▸ Task details
Omit the pictures and output every entry below exactly as written.

▸ Available data
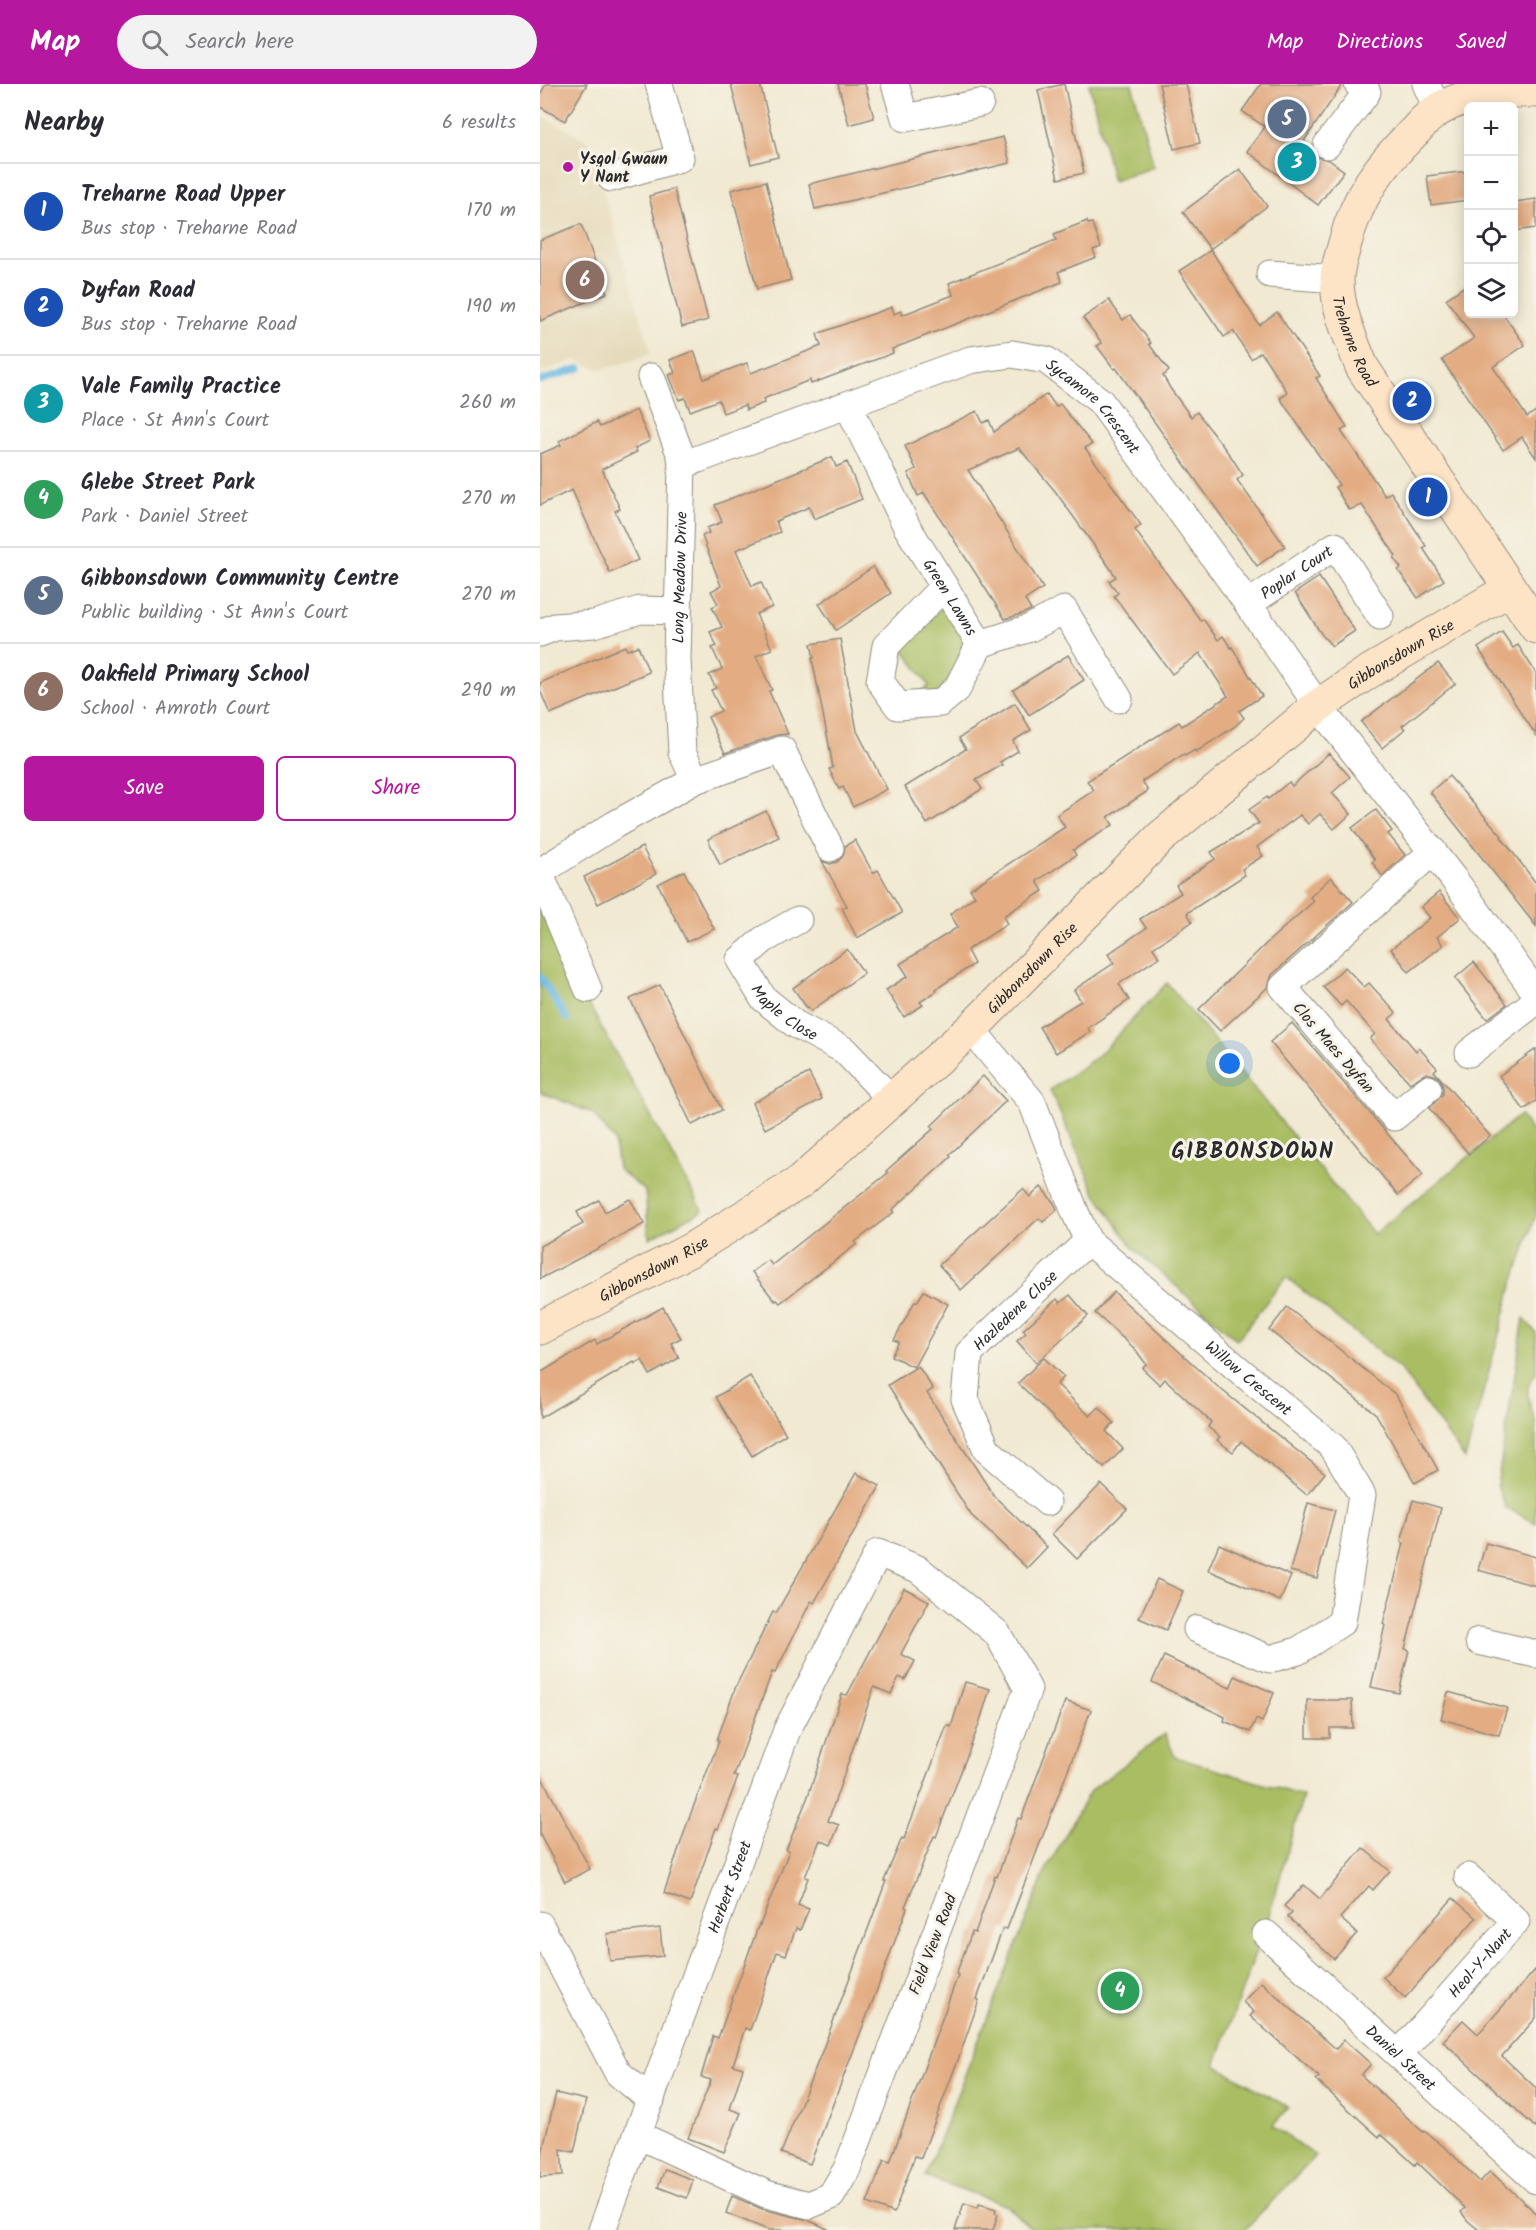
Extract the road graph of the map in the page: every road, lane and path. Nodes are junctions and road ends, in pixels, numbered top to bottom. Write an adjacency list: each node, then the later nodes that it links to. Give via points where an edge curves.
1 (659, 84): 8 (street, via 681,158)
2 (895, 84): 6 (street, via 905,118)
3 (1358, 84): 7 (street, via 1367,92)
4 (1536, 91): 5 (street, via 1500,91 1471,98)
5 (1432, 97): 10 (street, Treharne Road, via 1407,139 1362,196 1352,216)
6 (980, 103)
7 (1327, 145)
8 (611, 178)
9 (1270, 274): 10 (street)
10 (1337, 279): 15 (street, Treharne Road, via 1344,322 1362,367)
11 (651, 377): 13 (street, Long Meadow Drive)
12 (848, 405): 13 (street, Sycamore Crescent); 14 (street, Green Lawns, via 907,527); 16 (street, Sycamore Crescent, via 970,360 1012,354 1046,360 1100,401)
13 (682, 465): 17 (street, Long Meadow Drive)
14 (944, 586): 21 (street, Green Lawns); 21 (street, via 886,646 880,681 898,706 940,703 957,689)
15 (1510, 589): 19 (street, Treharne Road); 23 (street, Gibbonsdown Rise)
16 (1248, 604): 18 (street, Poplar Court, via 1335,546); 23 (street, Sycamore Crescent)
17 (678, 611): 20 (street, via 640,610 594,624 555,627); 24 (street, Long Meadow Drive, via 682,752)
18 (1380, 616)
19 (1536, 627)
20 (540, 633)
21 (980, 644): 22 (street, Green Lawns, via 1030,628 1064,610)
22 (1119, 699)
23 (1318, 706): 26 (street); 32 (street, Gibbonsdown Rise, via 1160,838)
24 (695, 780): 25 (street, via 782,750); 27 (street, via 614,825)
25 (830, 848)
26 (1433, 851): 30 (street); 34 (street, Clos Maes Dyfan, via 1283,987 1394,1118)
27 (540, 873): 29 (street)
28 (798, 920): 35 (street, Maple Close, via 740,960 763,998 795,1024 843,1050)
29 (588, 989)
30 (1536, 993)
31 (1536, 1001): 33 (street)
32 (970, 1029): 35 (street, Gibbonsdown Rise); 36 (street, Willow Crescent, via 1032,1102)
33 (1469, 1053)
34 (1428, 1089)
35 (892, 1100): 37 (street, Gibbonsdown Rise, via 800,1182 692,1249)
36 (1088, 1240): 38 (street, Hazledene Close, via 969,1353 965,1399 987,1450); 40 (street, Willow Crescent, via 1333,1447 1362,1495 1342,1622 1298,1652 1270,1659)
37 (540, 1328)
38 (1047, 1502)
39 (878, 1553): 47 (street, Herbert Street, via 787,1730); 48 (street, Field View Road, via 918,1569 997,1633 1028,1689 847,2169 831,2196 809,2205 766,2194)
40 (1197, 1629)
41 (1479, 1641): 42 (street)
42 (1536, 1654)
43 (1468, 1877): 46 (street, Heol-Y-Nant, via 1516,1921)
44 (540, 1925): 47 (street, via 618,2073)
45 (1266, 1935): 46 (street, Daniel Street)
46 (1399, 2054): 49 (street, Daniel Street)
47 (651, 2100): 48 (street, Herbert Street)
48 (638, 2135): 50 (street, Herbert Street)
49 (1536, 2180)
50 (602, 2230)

▸ Solution
Extract the road graph of the map in the page: every road, lane and path. Nodes are junctions and road ends, in pixels, numbered top to bottom. Write an adjacency list: each node, then the later nodes that it links to. Give via points where an edge curves.
1 (659, 84): 8 (street, via 681,158)
2 (895, 84): 6 (street, via 905,118)
3 (1358, 84): 7 (street, via 1367,92)
4 (1536, 91): 5 (street, via 1500,91 1471,98)
5 (1432, 97): 10 (street, Treharne Road, via 1407,139 1362,196 1352,216)
6 (980, 103)
7 (1327, 145)
8 (611, 178)
9 (1270, 274): 10 (street)
10 (1337, 279): 15 (street, Treharne Road, via 1344,322 1362,367)
11 (651, 377): 13 (street, Long Meadow Drive)
12 (848, 405): 13 (street, Sycamore Crescent); 14 (street, Green Lawns, via 907,527); 16 (street, Sycamore Crescent, via 970,360 1012,354 1046,360 1100,401)
13 (682, 465): 17 (street, Long Meadow Drive)
14 (944, 586): 21 (street, Green Lawns); 21 (street, via 886,646 880,681 898,706 940,703 957,689)
15 (1510, 589): 19 (street, Treharne Road); 23 (street, Gibbonsdown Rise)
16 (1248, 604): 18 (street, Poplar Court, via 1335,546); 23 (street, Sycamore Crescent)
17 (678, 611): 20 (street, via 640,610 594,624 555,627); 24 (street, Long Meadow Drive, via 682,752)
18 (1380, 616)
19 (1536, 627)
20 (540, 633)
21 (980, 644): 22 (street, Green Lawns, via 1030,628 1064,610)
22 (1119, 699)
23 (1318, 706): 26 (street); 32 (street, Gibbonsdown Rise, via 1160,838)
24 (695, 780): 25 (street, via 782,750); 27 (street, via 614,825)
25 (830, 848)
26 (1433, 851): 30 (street); 34 (street, Clos Maes Dyfan, via 1283,987 1394,1118)
27 (540, 873): 29 (street)
28 (798, 920): 35 (street, Maple Close, via 740,960 763,998 795,1024 843,1050)
29 (588, 989)
30 (1536, 993)
31 (1536, 1001): 33 (street)
32 (970, 1029): 35 (street, Gibbonsdown Rise); 36 (street, Willow Crescent, via 1032,1102)
33 (1469, 1053)
34 (1428, 1089)
35 (892, 1100): 37 (street, Gibbonsdown Rise, via 800,1182 692,1249)
36 (1088, 1240): 38 (street, Hazledene Close, via 969,1353 965,1399 987,1450); 40 (street, Willow Crescent, via 1333,1447 1362,1495 1342,1622 1298,1652 1270,1659)
37 (540, 1328)
38 (1047, 1502)
39 (878, 1553): 47 (street, Herbert Street, via 787,1730); 48 (street, Field View Road, via 918,1569 997,1633 1028,1689 847,2169 831,2196 809,2205 766,2194)
40 (1197, 1629)
41 (1479, 1641): 42 (street)
42 (1536, 1654)
43 (1468, 1877): 46 (street, Heol-Y-Nant, via 1516,1921)
44 (540, 1925): 47 (street, via 618,2073)
45 (1266, 1935): 46 (street, Daniel Street)
46 (1399, 2054): 49 (street, Daniel Street)
47 (651, 2100): 48 (street, Herbert Street)
48 (638, 2135): 50 (street, Herbert Street)
49 (1536, 2180)
50 (602, 2230)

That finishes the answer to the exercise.